> _What to produce_: Type out the records that follow, exactly as given.

> _Data excerpts_:

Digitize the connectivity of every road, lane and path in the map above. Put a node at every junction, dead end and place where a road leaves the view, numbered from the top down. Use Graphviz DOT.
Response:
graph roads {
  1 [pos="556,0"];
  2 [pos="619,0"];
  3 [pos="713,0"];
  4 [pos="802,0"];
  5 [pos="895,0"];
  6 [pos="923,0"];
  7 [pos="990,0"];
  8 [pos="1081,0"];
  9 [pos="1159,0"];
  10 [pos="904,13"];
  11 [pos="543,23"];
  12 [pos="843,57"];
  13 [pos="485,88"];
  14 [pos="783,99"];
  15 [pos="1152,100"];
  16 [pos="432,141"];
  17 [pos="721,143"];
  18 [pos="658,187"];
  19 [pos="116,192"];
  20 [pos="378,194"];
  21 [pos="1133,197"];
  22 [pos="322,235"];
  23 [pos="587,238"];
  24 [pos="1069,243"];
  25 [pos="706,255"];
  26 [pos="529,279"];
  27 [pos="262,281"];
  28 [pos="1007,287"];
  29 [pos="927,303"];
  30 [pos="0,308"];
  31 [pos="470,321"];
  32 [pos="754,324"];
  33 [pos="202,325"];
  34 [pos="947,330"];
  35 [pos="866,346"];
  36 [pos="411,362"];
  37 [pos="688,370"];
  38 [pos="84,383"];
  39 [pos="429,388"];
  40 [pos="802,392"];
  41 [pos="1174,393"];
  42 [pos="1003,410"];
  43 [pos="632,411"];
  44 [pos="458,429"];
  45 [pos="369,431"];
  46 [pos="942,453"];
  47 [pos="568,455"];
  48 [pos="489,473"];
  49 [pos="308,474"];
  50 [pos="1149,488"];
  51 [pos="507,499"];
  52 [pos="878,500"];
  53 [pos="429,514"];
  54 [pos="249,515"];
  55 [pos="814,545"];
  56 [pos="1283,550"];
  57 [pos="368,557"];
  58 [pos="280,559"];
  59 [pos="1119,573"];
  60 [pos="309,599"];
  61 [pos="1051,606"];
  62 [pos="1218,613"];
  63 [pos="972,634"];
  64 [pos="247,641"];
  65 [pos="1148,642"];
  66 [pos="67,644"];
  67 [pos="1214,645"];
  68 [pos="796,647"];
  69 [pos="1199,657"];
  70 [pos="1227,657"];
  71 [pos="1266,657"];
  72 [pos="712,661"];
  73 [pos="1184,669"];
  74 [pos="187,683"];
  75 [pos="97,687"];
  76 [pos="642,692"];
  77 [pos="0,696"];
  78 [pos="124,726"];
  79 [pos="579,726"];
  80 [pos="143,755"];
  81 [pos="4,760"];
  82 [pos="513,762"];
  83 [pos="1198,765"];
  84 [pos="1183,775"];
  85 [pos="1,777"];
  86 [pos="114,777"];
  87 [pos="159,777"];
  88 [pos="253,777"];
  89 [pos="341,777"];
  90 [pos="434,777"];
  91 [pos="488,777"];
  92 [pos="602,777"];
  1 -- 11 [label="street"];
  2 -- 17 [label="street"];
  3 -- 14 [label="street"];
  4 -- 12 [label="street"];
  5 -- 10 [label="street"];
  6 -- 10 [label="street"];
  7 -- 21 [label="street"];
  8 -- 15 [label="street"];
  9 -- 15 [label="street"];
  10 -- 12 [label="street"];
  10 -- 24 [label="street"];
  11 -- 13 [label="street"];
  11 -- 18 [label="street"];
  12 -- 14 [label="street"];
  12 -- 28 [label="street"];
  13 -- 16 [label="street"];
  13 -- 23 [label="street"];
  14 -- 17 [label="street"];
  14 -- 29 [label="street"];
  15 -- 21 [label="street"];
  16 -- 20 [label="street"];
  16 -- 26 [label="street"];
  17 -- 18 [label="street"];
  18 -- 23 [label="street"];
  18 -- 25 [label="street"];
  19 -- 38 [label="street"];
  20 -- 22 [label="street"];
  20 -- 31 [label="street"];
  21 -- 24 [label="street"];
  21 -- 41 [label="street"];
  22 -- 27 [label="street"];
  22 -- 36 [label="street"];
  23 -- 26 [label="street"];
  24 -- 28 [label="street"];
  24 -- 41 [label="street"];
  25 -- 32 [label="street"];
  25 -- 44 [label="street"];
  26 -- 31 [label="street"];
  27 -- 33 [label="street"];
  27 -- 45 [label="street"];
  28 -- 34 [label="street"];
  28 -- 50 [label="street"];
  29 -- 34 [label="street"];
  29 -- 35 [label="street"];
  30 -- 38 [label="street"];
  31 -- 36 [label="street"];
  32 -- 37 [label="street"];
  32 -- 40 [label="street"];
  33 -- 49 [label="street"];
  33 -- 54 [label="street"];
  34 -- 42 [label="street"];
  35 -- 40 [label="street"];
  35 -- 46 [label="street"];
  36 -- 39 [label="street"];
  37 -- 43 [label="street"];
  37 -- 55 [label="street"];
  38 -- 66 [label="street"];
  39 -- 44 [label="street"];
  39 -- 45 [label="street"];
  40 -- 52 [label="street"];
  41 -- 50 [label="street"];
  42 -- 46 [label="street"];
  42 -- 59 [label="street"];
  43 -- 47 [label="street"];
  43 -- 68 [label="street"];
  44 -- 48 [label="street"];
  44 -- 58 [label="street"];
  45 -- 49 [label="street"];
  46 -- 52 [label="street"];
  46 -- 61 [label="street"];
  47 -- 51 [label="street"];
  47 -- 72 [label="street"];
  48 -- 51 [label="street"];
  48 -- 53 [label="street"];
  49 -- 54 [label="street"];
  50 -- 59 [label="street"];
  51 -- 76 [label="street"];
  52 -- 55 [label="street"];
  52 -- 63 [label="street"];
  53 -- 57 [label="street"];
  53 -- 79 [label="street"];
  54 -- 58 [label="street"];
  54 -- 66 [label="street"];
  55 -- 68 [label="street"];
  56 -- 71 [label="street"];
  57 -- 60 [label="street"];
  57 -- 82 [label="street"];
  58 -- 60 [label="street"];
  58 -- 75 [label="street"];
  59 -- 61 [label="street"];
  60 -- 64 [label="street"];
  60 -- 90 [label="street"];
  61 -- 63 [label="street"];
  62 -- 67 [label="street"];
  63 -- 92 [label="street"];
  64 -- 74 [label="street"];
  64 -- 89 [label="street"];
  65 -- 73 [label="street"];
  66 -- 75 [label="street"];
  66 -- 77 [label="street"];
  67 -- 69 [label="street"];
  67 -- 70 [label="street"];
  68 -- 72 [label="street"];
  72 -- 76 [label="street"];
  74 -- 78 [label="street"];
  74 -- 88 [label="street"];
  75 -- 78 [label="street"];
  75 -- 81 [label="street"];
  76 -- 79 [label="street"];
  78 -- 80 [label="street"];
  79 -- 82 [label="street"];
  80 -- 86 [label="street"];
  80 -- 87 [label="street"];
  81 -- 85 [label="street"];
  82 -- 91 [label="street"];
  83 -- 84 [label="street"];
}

> _Response below_:
Digitize the connectivity of every road, lane and path in the map above. Put a node at every junction, dead end and place where a road leaves the view, numbered from the top down. Use Graphviz DOT.
Response:
graph roads {
  1 [pos="556,0"];
  2 [pos="619,0"];
  3 [pos="713,0"];
  4 [pos="802,0"];
  5 [pos="895,0"];
  6 [pos="923,0"];
  7 [pos="990,0"];
  8 [pos="1081,0"];
  9 [pos="1159,0"];
  10 [pos="904,13"];
  11 [pos="543,23"];
  12 [pos="843,57"];
  13 [pos="485,88"];
  14 [pos="783,99"];
  15 [pos="1152,100"];
  16 [pos="432,141"];
  17 [pos="721,143"];
  18 [pos="658,187"];
  19 [pos="116,192"];
  20 [pos="378,194"];
  21 [pos="1133,197"];
  22 [pos="322,235"];
  23 [pos="587,238"];
  24 [pos="1069,243"];
  25 [pos="706,255"];
  26 [pos="529,279"];
  27 [pos="262,281"];
  28 [pos="1007,287"];
  29 [pos="927,303"];
  30 [pos="0,308"];
  31 [pos="470,321"];
  32 [pos="754,324"];
  33 [pos="202,325"];
  34 [pos="947,330"];
  35 [pos="866,346"];
  36 [pos="411,362"];
  37 [pos="688,370"];
  38 [pos="84,383"];
  39 [pos="429,388"];
  40 [pos="802,392"];
  41 [pos="1174,393"];
  42 [pos="1003,410"];
  43 [pos="632,411"];
  44 [pos="458,429"];
  45 [pos="369,431"];
  46 [pos="942,453"];
  47 [pos="568,455"];
  48 [pos="489,473"];
  49 [pos="308,474"];
  50 [pos="1149,488"];
  51 [pos="507,499"];
  52 [pos="878,500"];
  53 [pos="429,514"];
  54 [pos="249,515"];
  55 [pos="814,545"];
  56 [pos="1283,550"];
  57 [pos="368,557"];
  58 [pos="280,559"];
  59 [pos="1119,573"];
  60 [pos="309,599"];
  61 [pos="1051,606"];
  62 [pos="1218,613"];
  63 [pos="972,634"];
  64 [pos="247,641"];
  65 [pos="1148,642"];
  66 [pos="67,644"];
  67 [pos="1214,645"];
  68 [pos="796,647"];
  69 [pos="1199,657"];
  70 [pos="1227,657"];
  71 [pos="1266,657"];
  72 [pos="712,661"];
  73 [pos="1184,669"];
  74 [pos="187,683"];
  75 [pos="97,687"];
  76 [pos="642,692"];
  77 [pos="0,696"];
  78 [pos="124,726"];
  79 [pos="579,726"];
  80 [pos="143,755"];
  81 [pos="4,760"];
  82 [pos="513,762"];
  83 [pos="1198,765"];
  84 [pos="1183,775"];
  85 [pos="1,777"];
  86 [pos="114,777"];
  87 [pos="159,777"];
  88 [pos="253,777"];
  89 [pos="341,777"];
  90 [pos="434,777"];
  91 [pos="488,777"];
  92 [pos="602,777"];
  1 -- 11 [label="street"];
  2 -- 17 [label="street"];
  3 -- 14 [label="street"];
  4 -- 12 [label="street"];
  5 -- 10 [label="street"];
  6 -- 10 [label="street"];
  7 -- 21 [label="street"];
  8 -- 15 [label="street"];
  9 -- 15 [label="street"];
  10 -- 12 [label="street"];
  10 -- 24 [label="street"];
  11 -- 13 [label="street"];
  11 -- 18 [label="street"];
  12 -- 14 [label="street"];
  12 -- 28 [label="street"];
  13 -- 16 [label="street"];
  13 -- 23 [label="street"];
  14 -- 17 [label="street"];
  14 -- 29 [label="street"];
  15 -- 21 [label="street"];
  16 -- 20 [label="street"];
  16 -- 26 [label="street"];
  17 -- 18 [label="street"];
  18 -- 23 [label="street"];
  18 -- 25 [label="street"];
  19 -- 38 [label="street"];
  20 -- 22 [label="street"];
  20 -- 31 [label="street"];
  21 -- 24 [label="street"];
  21 -- 41 [label="street"];
  22 -- 27 [label="street"];
  22 -- 36 [label="street"];
  23 -- 26 [label="street"];
  24 -- 28 [label="street"];
  24 -- 41 [label="street"];
  25 -- 32 [label="street"];
  25 -- 44 [label="street"];
  26 -- 31 [label="street"];
  27 -- 33 [label="street"];
  27 -- 45 [label="street"];
  28 -- 34 [label="street"];
  28 -- 50 [label="street"];
  29 -- 34 [label="street"];
  29 -- 35 [label="street"];
  30 -- 38 [label="street"];
  31 -- 36 [label="street"];
  32 -- 37 [label="street"];
  32 -- 40 [label="street"];
  33 -- 49 [label="street"];
  33 -- 54 [label="street"];
  34 -- 42 [label="street"];
  35 -- 40 [label="street"];
  35 -- 46 [label="street"];
  36 -- 39 [label="street"];
  37 -- 43 [label="street"];
  37 -- 55 [label="street"];
  38 -- 66 [label="street"];
  39 -- 44 [label="street"];
  39 -- 45 [label="street"];
  40 -- 52 [label="street"];
  41 -- 50 [label="street"];
  42 -- 46 [label="street"];
  42 -- 59 [label="street"];
  43 -- 47 [label="street"];
  43 -- 68 [label="street"];
  44 -- 48 [label="street"];
  44 -- 58 [label="street"];
  45 -- 49 [label="street"];
  46 -- 52 [label="street"];
  46 -- 61 [label="street"];
  47 -- 51 [label="street"];
  47 -- 72 [label="street"];
  48 -- 51 [label="street"];
  48 -- 53 [label="street"];
  49 -- 54 [label="street"];
  50 -- 59 [label="street"];
  51 -- 76 [label="street"];
  52 -- 55 [label="street"];
  52 -- 63 [label="street"];
  53 -- 57 [label="street"];
  53 -- 79 [label="street"];
  54 -- 58 [label="street"];
  54 -- 66 [label="street"];
  55 -- 68 [label="street"];
  56 -- 71 [label="street"];
  57 -- 60 [label="street"];
  57 -- 82 [label="street"];
  58 -- 60 [label="street"];
  58 -- 75 [label="street"];
  59 -- 61 [label="street"];
  60 -- 64 [label="street"];
  60 -- 90 [label="street"];
  61 -- 63 [label="street"];
  62 -- 67 [label="street"];
  63 -- 92 [label="street"];
  64 -- 74 [label="street"];
  64 -- 89 [label="street"];
  65 -- 73 [label="street"];
  66 -- 75 [label="street"];
  66 -- 77 [label="street"];
  67 -- 69 [label="street"];
  67 -- 70 [label="street"];
  68 -- 72 [label="street"];
  72 -- 76 [label="street"];
  74 -- 78 [label="street"];
  74 -- 88 [label="street"];
  75 -- 78 [label="street"];
  75 -- 81 [label="street"];
  76 -- 79 [label="street"];
  78 -- 80 [label="street"];
  79 -- 82 [label="street"];
  80 -- 86 [label="street"];
  80 -- 87 [label="street"];
  81 -- 85 [label="street"];
  82 -- 91 [label="street"];
  83 -- 84 [label="street"];
}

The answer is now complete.